If you can handle using a big bulky smartphone in exchange for some cool tech, the Xperia XZ Premium could be for you, but the Xperia XZ Premium's stars aren't the kind of game changers that make you forget about the unwieldly aesthetic. Especially when compounded with a four-figure price tag.
The Xperia XZ Premium manages to tick a lot of boxes - in fact, almost everything you want in a 2017 flagship smartphone is here - but for me, it misses the mark when it comes to comfort and usability. No number of bells and whistles take away from the fact the Xperia XZ Premium is an awkward device.
What Else Can I Buy?
When it comes to value, the HTC U11 is currently the Android flagship to beat. Retailing for $999 outright, you get one of the best cameras in a smartphone right now, a top of the line Snapdragon 835 processor, water-resistance, and a solid battery life. There's no headphone jack, and the back is just as prone to fingerprint's as the Xperia XZ Premium's, but unless you're especially loyal to Sony, the U11 is the better bang-for-buck buy.

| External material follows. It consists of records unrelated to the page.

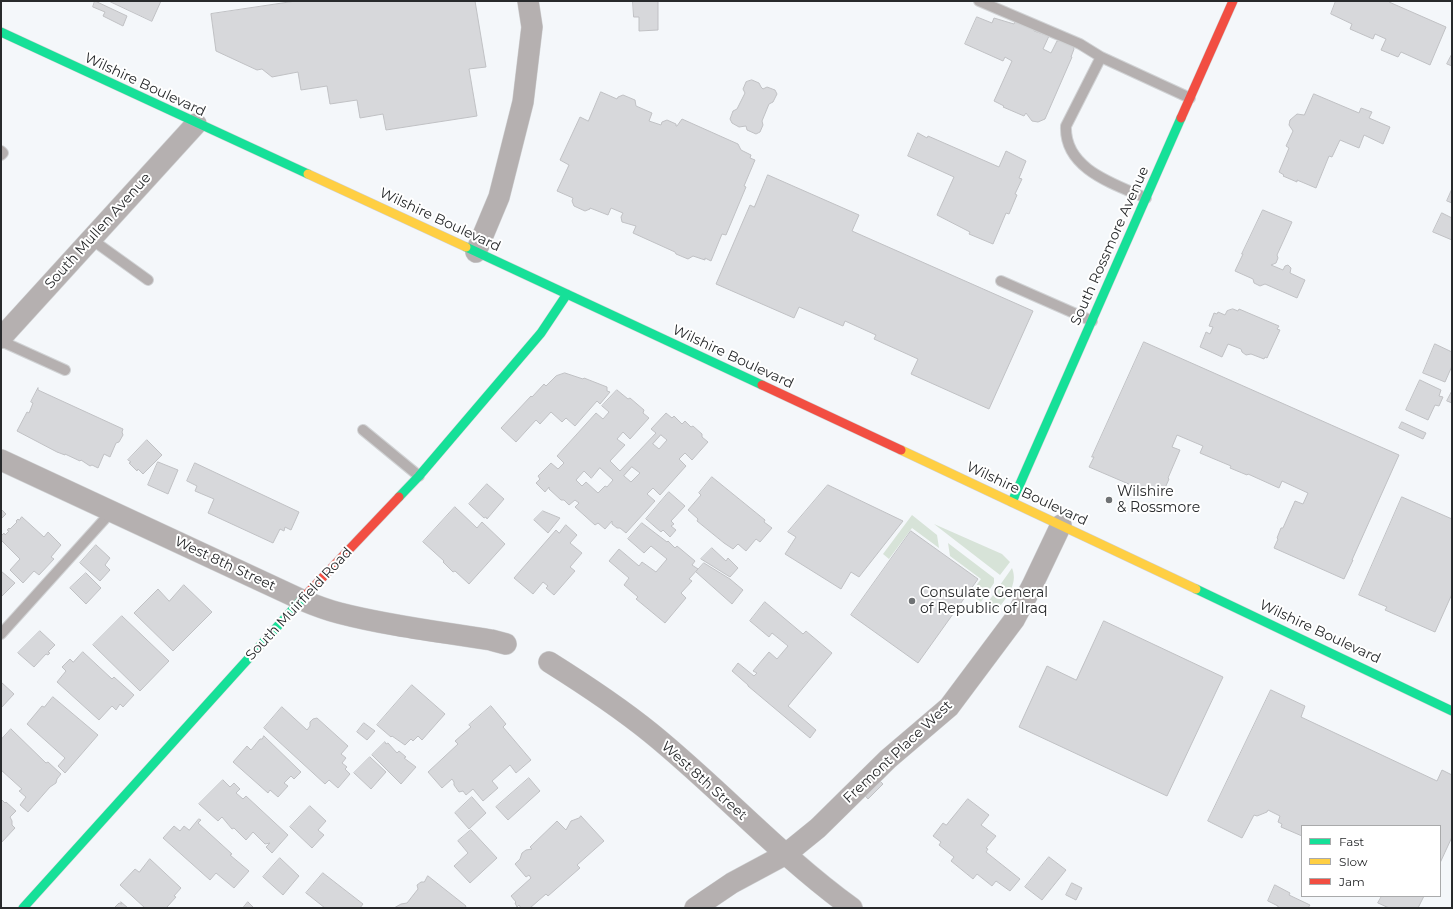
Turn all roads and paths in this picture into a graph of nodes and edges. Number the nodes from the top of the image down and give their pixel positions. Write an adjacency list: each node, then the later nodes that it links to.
1 (528, 1): 12 (street)
2 (978, 1): 5 (lane)
3 (1232, 1): 6 (main road, South Rossmore Avenue)
4 (1, 32): 7 (main road, Wilshire Boulevard)
5 (1101, 57): 6 (lane); 10 (lane)
6 (1190, 98): 10 (main road, South Rossmore Avenue)
7 (196, 124): 11 (street, South Mullen Avenue); 12 (main road, Wilshire Boulevard)
8 (1, 151): 9 (lane)
9 (1, 155)
10 (1146, 198): 16 (main road, South Rossmore Avenue)
11 (91, 239): 13 (lane); 17 (street, South Mullen Avenue)
12 (476, 252): 15 (main road, Wilshire Boulevard)
13 (148, 280)
14 (1001, 281): 16 (lane)
15 (567, 294): 21 (main road, South Muirfield Road); 22 (main road, Wilshire Boulevard)
16 (1092, 321): 22 (main road, South Rossmore Avenue)
17 (1, 339): 18 (lane)
18 (65, 370)
19 (363, 430): 21 (lane)
20 (1, 460): 23 (street, West 8th Street)
21 (418, 476): 25 (main road, South Muirfield Road)
22 (1012, 502): 24 (main road, Wilshire Boulevard)
23 (112, 511): 25 (street, West 8th Street); 26 (lane)
24 (1061, 525): 29 (main road, Wilshire Boulevard); 30 (street, Fremont Place West)
25 (302, 600): 27 (street, West 8th Street); 31 (main road, South Muirfield Road)
26 (1, 634)
27 (506, 644)
28 (549, 662): 30 (street, West 8th Street)
29 (1452, 711)
30 (786, 854): 32 (street, Fremont Place West); 33 (street, West 8th Street)
31 (23, 908)
32 (694, 908)
33 (852, 908)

If you want to spend a little less, Huawei's P10 is another great bang-for-buck option. It's about $200 less than the Xperia XZ Premium outright, much smaller, but still has a great camera. Huawei's take on Android isn't quite as polished as Sony's though, and the P10 isn't water-resistance.
Samsung Galaxy S8
If you're after a new smartphone that looks and feels new, it's hard to pass up Samsung's Galaxy S8 and its funky infinity display. It also helps that it's a pretty great device.